-1

I have been practicing python for the first time and I encountered this doubt. With a variable text, I inputed a small paragraph and split it based on spaces. So now I have words of that paragraph, but this is stored in a dictionary. Next I went on to find the number occurences of each word in the paragraph. My ultimate motive is to make a new list of words that appear more than 'x' number of times.

My code is:

text = '''Population refers to the number of individuals in a particular 
place. It could be the number of humans or any other life form living in a 
certain specified area. The number of tigers living in a forest is 
therefore referred to as the population of tigers in the forest. The 
number of people living in a town or city or an entire country is the 
human population in that particular area.'''

words = text.split(" ")
a = dict()
for word in words:
  if word not in a:
    a[word] = 1
  else:
    a[word]+= 1

newlist = list()
val = 7
for key,value in a.items():
  if a[key]>val:
    newlist.append(i)

The final output that I receive after executing the last line is:

['years.', 'years.', 'years.', 'years.']

I don't know where I am going wrong

1 Answers1

1

In order to create a dict with words as keys and number of occurences as values, you need to get all unique words first. You can do that by using the set function of Python.

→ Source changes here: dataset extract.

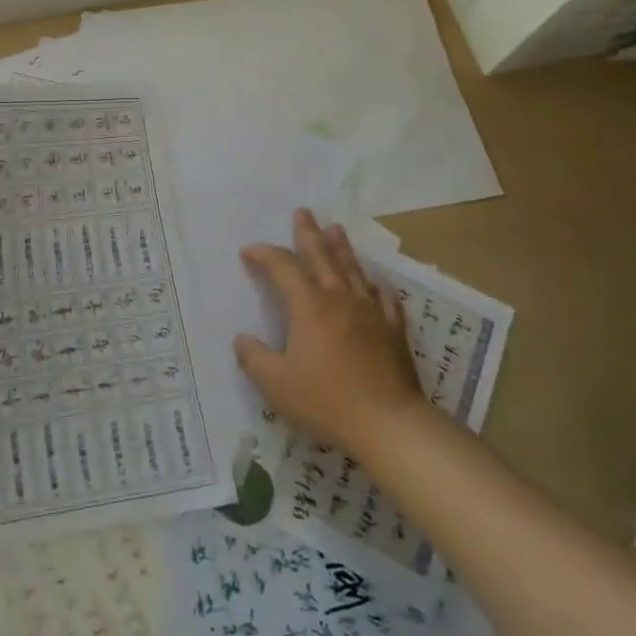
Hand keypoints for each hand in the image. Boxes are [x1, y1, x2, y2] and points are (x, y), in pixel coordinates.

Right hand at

Then, you iterate over that set and by using the count method of list, you can get the number of occurences for each word.

You can see that below:

text = '''Population refers to the number of individuals in a particular 
place. It could be the number of humans or any other life form living in a 
certain specified area. The number of tigers living in a forest is 
therefore referred to as the population of tigers in the forest. The 
number of people living in a town or city or an entire country is the 
human population in that particular area.'''

words = text.split() # Split text and create a list of all words
wordset = set(words) # Get all unique words
wordDict = dict((word,words.count(word)) for word in wordset) # Create dictionary of words and number of occurences.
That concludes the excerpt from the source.